To encourage ridership and foster station area development for the proposed southwest light rail line between Minneapolis and Eden Prairie, Hennepin County plans to spend up to $500,000 for "station area action plans."
The 15-mile light rail line, which is awaiting federal approval to begin preliminary engineering, has 17 designated stations in Minneapolis, St. Louis Park, Minnetonka, Hopkins and Eden Prairie.
Action plans for each station would choose the best placement for the station and outline infrastructure improvements including roads, sidewalks, parking lots and streetscapes that would "enhance existing businesses, support a full range of housing opportunities and encourage development," the county said in an advertisement for the work posted last week.
The idea is to build infrastructure improvements and the rail line at the same time to save money and to make each station a unique place that relates well to the whole corridor, the county said.
Such planning was not done for the Hiawatha light rail line, leaving development to fill in where it could, said Phil Eckhert, director of housing, community works and transit for Hennepin County.
Planning ahead this way will allow light-rail engineers to work with station planners to position a station platform to better suit riders or development, Eckhert said.
Proposals from planning firms competing for the contract must be submitted by Sept. 9. A consultant is scheduled to be selected in late September or early October. The station area action plans are required to be completed within nine months of the contract award.
The proposed southwest light rail project is awaiting a decision -- expected this year -- from the Federal Transit Authority (FTA) about whether the rail line may move into preliminary engineering.
Preliminary engineering would take about two years and finish about 30 percent of the design for the rail line. That work would produce refined cost estimates, completed station design and firmed-up project benefits and impacts.
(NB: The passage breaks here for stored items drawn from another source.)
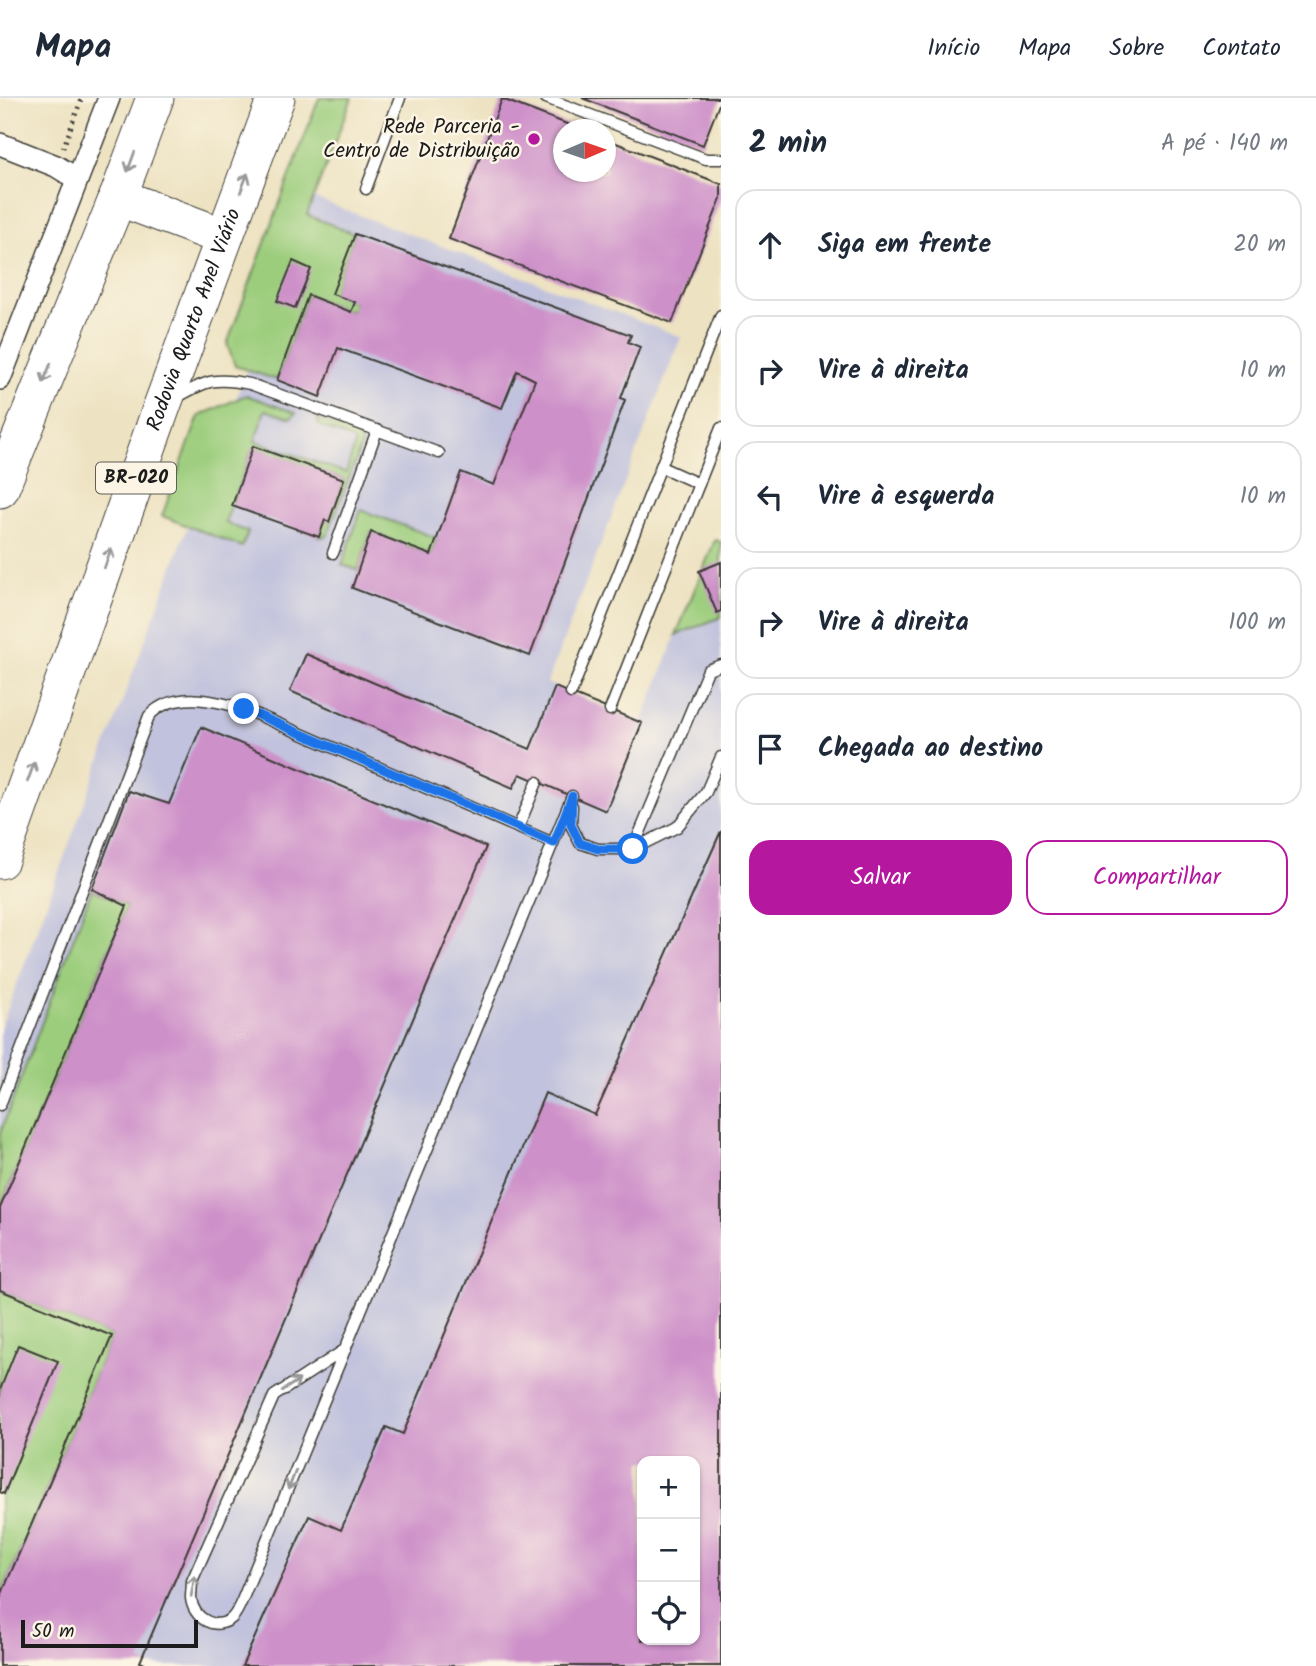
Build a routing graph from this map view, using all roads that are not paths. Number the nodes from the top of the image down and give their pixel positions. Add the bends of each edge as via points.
1 (109, 98) edge
2 (155, 98) edge
3 (276, 98) edge
4 (400, 98) edge
5 (546, 98) edge
6 (0, 144) edge
7 (721, 159) edge
8 (77, 179) junction
9 (366, 189) dead end
10 (118, 197) junction
11 (224, 236) junction
12 (721, 315) edge
13 (0, 379) edge
14 (162, 406) junction
15 (721, 428) edge
16 (377, 430) junction
17 (439, 453) dead end
18 (661, 467) junction
19 (699, 484) junction
20 (0, 489) edge
21 (332, 553) dead end
22 (721, 665) edge
23 (571, 693) dead end
24 (610, 710) dead end
25 (721, 757) edge
26 (537, 782) dead end
27 (518, 828) junction
28 (554, 843) junction
29 (633, 849) junction
30 (0, 860) edge
31 (0, 1105) edge
32 (346, 1349) junction

1 - 8 street
2 -> 10 highway
11 -> 3 highway, Rodovia Quarto Anel Viário / BR-020
4 - 9 lane
5 - 7 lane via 706,159
6 - 8 street
8 - 13 street
10 - 11 highway
10 -> 20 highway
11 - 14 highway, Rodovia Quarto Anel Viário / BR-020
12 - 18 lane
14 - 16 lane via 201,383 224,379
30 -> 14 highway, Rodovia Quarto Anel Viário / BR-020
15 - 19 lane
16 - 17 lane
16 - 21 lane
18 - 19 lane
18 - 23 lane
19 - 24 lane
22 - 29 lane via 708,670
25 - 29 lane via 706,792 677,827
26 - 27 lane
27 - 28 lane
27 - 31 lane via 244,709 213,700 187,699 157,707 149,716
28 - 29 lane via 572,796 571,825 580,843 598,849
28 - 32 lane
32 -> 32 lane via 235,1616 223,1624 207,1623 196,1613 192,1581 274,1396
The FTA will use information from the preliminary engineering to decide whether to commit federal matching funds to the project, which is estimated to cost more than $1 billion. If approved for final design, the southwest line would be slated to start construction in 2014 and begin service in late 2017 or early 2018.
Heavy usage projected
Its projected weekday ridership of nearly 30,000 people by 2030 is comparable to the Hiawatha Line now, according to the Metropolitan Council, which oversees the project.
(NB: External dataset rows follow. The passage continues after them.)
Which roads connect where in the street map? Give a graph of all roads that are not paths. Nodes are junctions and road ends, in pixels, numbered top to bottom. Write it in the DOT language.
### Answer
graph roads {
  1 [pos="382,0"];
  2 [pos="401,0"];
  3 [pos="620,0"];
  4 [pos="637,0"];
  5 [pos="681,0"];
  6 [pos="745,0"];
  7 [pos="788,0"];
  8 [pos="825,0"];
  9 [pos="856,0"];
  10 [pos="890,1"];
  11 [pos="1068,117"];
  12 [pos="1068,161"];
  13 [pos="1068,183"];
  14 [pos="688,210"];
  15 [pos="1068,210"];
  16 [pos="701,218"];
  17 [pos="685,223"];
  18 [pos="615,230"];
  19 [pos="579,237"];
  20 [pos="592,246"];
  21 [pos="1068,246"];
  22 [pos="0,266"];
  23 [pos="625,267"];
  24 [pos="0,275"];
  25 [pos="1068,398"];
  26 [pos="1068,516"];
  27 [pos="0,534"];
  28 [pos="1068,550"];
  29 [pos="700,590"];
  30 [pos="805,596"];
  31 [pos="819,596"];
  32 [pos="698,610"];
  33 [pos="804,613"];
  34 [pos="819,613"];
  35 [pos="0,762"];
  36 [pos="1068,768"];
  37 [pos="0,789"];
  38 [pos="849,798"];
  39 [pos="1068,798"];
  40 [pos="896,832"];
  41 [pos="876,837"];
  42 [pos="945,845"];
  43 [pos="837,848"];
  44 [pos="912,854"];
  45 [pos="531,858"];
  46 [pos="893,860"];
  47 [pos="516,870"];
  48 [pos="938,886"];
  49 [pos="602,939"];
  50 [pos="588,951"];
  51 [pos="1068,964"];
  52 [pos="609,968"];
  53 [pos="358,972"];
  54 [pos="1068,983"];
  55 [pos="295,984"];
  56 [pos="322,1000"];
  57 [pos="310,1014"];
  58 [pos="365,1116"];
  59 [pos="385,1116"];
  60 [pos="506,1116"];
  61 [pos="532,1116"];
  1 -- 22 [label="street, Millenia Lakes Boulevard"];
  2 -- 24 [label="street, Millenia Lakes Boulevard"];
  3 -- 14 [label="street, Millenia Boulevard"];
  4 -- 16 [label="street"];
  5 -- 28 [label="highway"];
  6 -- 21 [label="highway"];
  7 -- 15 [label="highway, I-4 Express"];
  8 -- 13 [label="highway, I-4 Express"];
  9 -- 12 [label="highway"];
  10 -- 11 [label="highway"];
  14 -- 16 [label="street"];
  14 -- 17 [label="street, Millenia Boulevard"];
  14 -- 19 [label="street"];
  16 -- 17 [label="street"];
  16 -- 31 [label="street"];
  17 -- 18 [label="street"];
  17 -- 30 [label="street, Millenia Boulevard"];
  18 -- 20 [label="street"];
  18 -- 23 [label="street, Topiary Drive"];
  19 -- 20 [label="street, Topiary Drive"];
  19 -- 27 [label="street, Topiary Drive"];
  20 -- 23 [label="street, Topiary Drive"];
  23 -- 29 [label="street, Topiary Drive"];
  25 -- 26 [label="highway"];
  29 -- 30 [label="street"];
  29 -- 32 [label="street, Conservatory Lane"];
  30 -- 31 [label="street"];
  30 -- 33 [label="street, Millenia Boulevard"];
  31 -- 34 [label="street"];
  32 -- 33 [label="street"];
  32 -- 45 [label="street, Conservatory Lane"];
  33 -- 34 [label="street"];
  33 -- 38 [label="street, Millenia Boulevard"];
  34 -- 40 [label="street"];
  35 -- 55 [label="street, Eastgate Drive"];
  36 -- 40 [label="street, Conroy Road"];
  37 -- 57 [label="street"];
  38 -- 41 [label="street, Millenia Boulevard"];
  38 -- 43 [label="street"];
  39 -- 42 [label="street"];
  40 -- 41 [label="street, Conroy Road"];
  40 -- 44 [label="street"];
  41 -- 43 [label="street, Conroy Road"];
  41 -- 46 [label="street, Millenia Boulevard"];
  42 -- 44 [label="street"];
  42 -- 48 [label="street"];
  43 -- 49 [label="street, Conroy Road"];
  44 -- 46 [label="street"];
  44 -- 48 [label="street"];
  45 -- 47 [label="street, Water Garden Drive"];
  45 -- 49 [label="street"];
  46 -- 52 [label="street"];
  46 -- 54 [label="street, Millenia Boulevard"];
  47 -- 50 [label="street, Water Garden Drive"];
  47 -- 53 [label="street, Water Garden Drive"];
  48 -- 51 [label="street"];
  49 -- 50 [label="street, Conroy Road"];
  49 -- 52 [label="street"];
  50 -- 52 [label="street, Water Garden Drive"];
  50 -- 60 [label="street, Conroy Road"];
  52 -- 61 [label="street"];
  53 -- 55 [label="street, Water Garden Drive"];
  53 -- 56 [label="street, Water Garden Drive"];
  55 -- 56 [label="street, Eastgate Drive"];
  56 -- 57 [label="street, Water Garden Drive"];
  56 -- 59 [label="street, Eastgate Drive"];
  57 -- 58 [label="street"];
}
Cities along the proposed rail line -- Minneapolis, St. Louis Park, Hopkins, Minnetonka and Eden Prairie -- already are working on station area plans that would be coordinated with the findings of the larger county station action plan study.
In Hopkins, the city has changed zoning around its station areas to promote mixed-use, higher density development.
"Mixed-use zoning is really based on trying to get as many different uses as possible so it's supporting the transit and it's walkable," said Kersten Elverum, Hopkins director of planning and development.
Minnetonka is about to adopt an interim use ordinance to avoid unwanted station area development while the county planning is underway.
Finding that properties at its three station areas are aging and "ripe for development," Minnetonka wants to give owners of property around stations clear guidance, said Community Development Director Julie Wischnack.
"We want people to be able to utilize their property while we wait for the light rail to be built, but if they are doing things, they need to be complementary or they need to go away before the light rail comes in," she said.